Despite the rising temperatures and the exposure of the binding sites to the solvent, AquaMMapS revealed the persistence of the crystallographic water molecules identified along the unbinding trajectory during the Thermal Titration Molecular Dynamics (TTMD) simulation and also observable in the abovementioned last frame of SuMD simulation (Fig. 4 panel A and C). In the selected TTMD replica of the ligand in the minor groove, two stable water molecules were identified in the position occupied by the crystallographic one, exhibiting a B-factor value of approximately 21, as shown in Fig. 7 (panel A). Similarly, in the simulation of the ligand in the major groove, a stable water molecule was detected with a B-factor of approximately 25, as depicted in Fig. 7 (panel B).

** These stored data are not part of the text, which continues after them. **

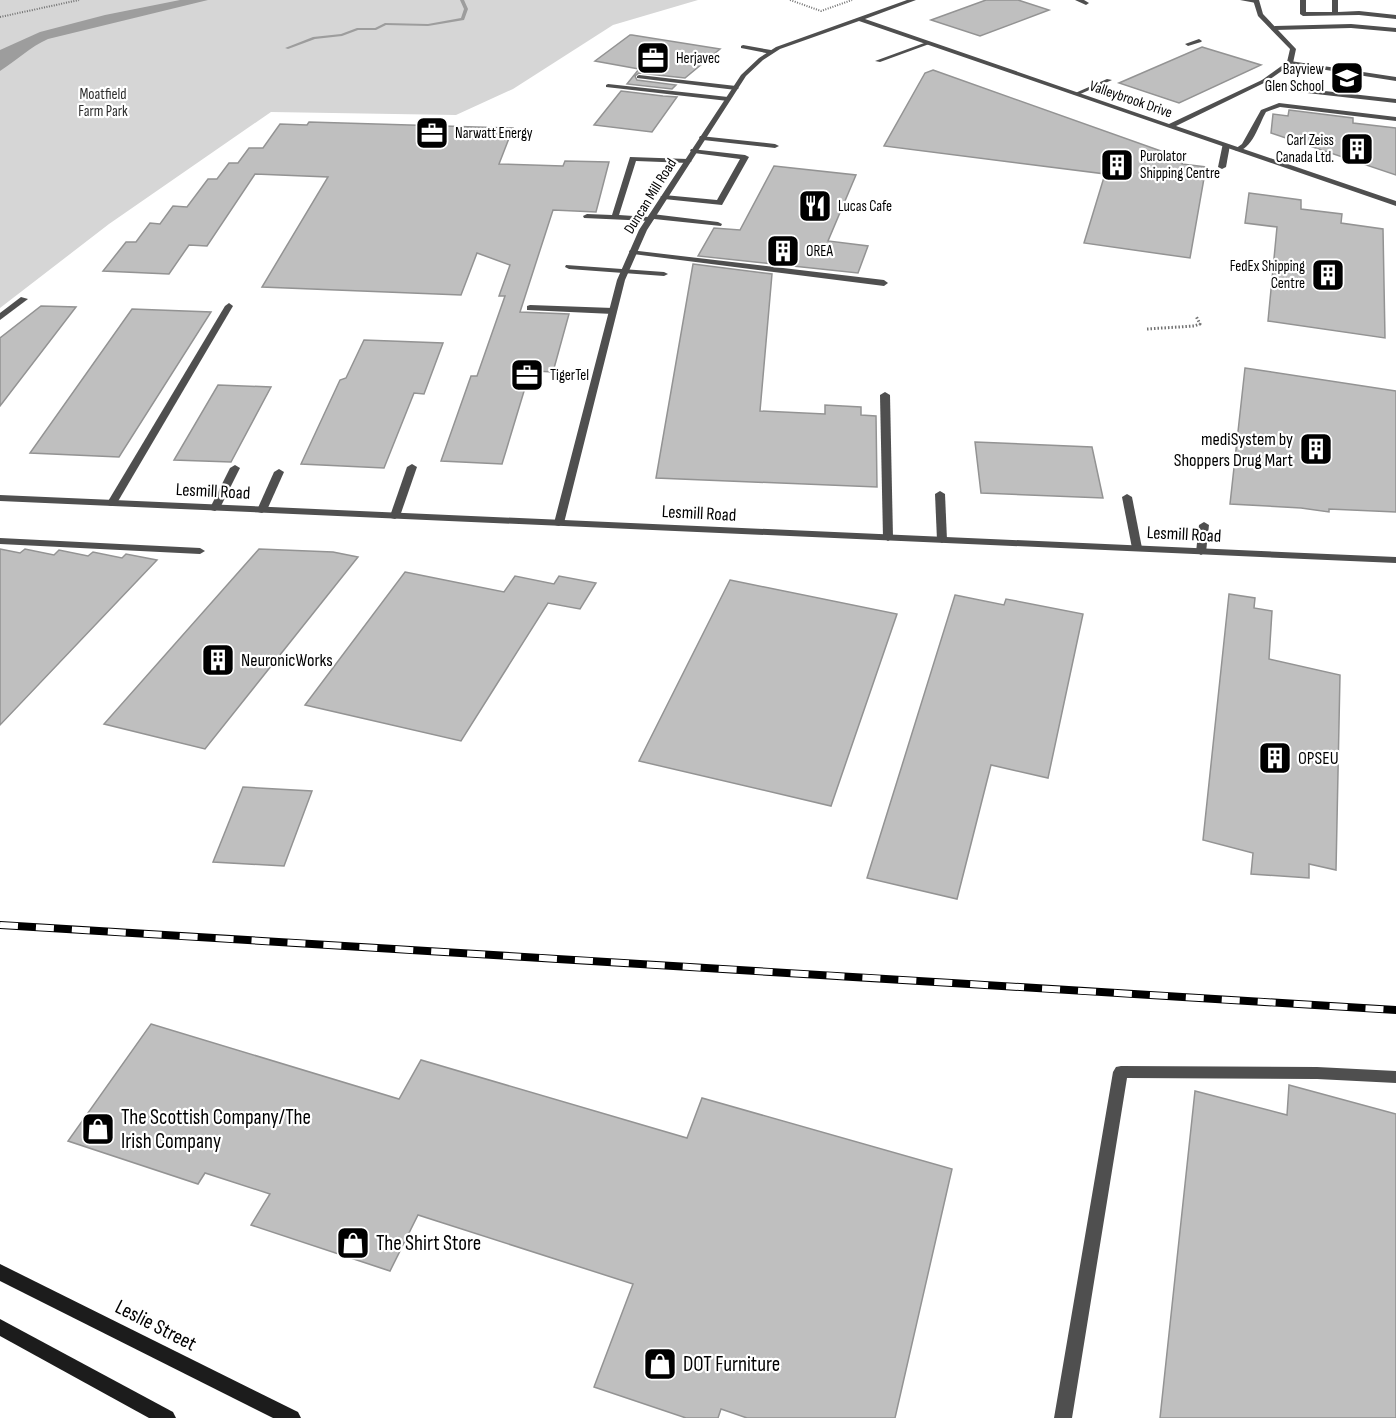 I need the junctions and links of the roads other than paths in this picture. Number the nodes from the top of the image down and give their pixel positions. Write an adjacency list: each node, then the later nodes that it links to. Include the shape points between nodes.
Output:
1 (913, 0): 10 (street, Duncan Mill Road)
2 (1078, 0): 7 (street)
3 (1242, 0): 6 (street)
4 (1303, 0): 8 (street, via 1303,14)
5 (1335, 0): 8 (street)
6 (1256, 1): 11 (street, via 1261,17)
7 (1086, 3)
8 (1335, 13): 9 (street)
9 (1396, 17)
10 (858, 19): 14 (street, Valleybrook Drive); 17 (street, Duncan Mill Road)
11 (1275, 28): 12 (street, via 1333,24); 19 (street, via 1293,50)
12 (1396, 30)
13 (1199, 41): 15 (street)
14 (929, 43): 18 (street); 26 (street, Valleybrook Drive)
15 (1188, 44)
16 (743, 47): 17 (street)
17 (771, 52): 25 (street, Duncan Mill Road, via 744,75)
18 (878, 62)
19 (1290, 63): 21 (street); 23 (street)
20 (639, 77): 25 (street)
21 (1396, 79)
22 (1109, 80): 26 (street)
23 (1264, 81): 28 (street, via 1298,90); 30 (street)
24 (608, 86): 27 (street)
25 (736, 88): 27 (street, Duncan Mill Road)
26 (1076, 94): 30 (street, Valleybrook Drive)
27 (728, 99): 31 (street, Duncan Mill Road)
28 (1396, 101)
29 (1396, 119): 34 (street, via 1279,105 1263,111)
30 (1170, 126): 32 (street, Valleybrook Drive)
31 (703, 138): 33 (street); 35 (street, Duncan Mill Road)
32 (1226, 145): 34 (street, Valleybrook Drive); 37 (street)
33 (775, 146)
34 (1239, 149): 39 (street, Valleybrook Drive)
35 (694, 151): 36 (street, Duncan Mill Road); 38 (street, via 746,157 719,203)
36 (688, 161): 38 (street, Duncan Mill Road); 41 (street, via 633,159)
37 (1222, 167)
38 (664, 197): 42 (street, Duncan Mill Road)
39 (1396, 204)
40 (587, 216): 41 (street)
41 (615, 217): 42 (street)
42 (651, 217): 43 (street); 44 (street, Duncan Mill Road)
43 (718, 224)
44 (633, 252): 46 (street, Duncan Mill Road); 48 (street)
45 (569, 267): 46 (street)
46 (625, 270): 47 (street); 52 (street, Duncan Mill Road)
47 (664, 274)
48 (884, 283)
49 (24, 299): 53 (street)
50 (229, 306): 61 (street)
51 (530, 308): 52 (street)
52 (613, 311): 65 (street, Duncan Mill Road)
53 (0, 317)
54 (885, 395): 67 (street)
55 (412, 466): 64 (street)
56 (235, 468): 62 (street)
57 (279, 472): 63 (street)
58 (940, 494): 68 (street)
59 (1127, 497): 70 (street)
60 (0, 498): 61 (street, Lesmill Road)
61 (112, 503): 62 (street, Lesmill Road)
62 (215, 508): 63 (street, Lesmill Road)
63 (261, 510): 64 (street, Lesmill Road)
64 (395, 516): 65 (street, Lesmill Road)
65 (559, 523): 67 (street, Lesmill Road)
66 (1204, 525): 72 (street)
67 (888, 538): 68 (street, Lesmill Road)
68 (942, 540): 70 (street, Lesmill Road)
69 (0, 542): 71 (street)
70 (1137, 548): 72 (street, Lesmill Road)
71 (200, 551)
72 (1201, 552): 73 (street, Lesmill Road)
73 (1396, 561)
74 (1396, 1077): 79 (street, via 1120,1072)
75 (0, 1272): 78 (main road, Leslie Street)
76 (0, 1327): 77 (main road)
77 (167, 1418)
78 (292, 1418)
79 (1063, 1418)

The data highlights the crucial role of these water molecules as emphasized in Professor Neidle’s original study. To further characterize the role and location of these water molecules, an in-house Python 3.10 script was used to examine the dynamic profile of water molecules that were observed to interchange in the positions identified via AquaMMapS. This behavior can be examined in Fig. 7 (panels C and D). The analysis is specifically focused on counting distinct water molecules that interchange positions within the radius of a single water molecule at the chosen coordinates of the crystallographic waters. For each of these distinct water molecules, the number of simulation frames where they were detected was considered. The lower the number of distinct water molecules interchanging positions during the dynamics, and the more the number of frames where these water molecules are detected, the higher the hydration stability in that position. The results reveal that the count of distinct water molecules capable of interchanging positions in the minor groove is significantly lower compared to those in the major groove (~ 750 in the minor groove versus ~ 1200 in the major groove), with a notably increased frame count favoring the minor groove. This implies that these water molecules might be much more stable in the selected position in the minor groove than the major one.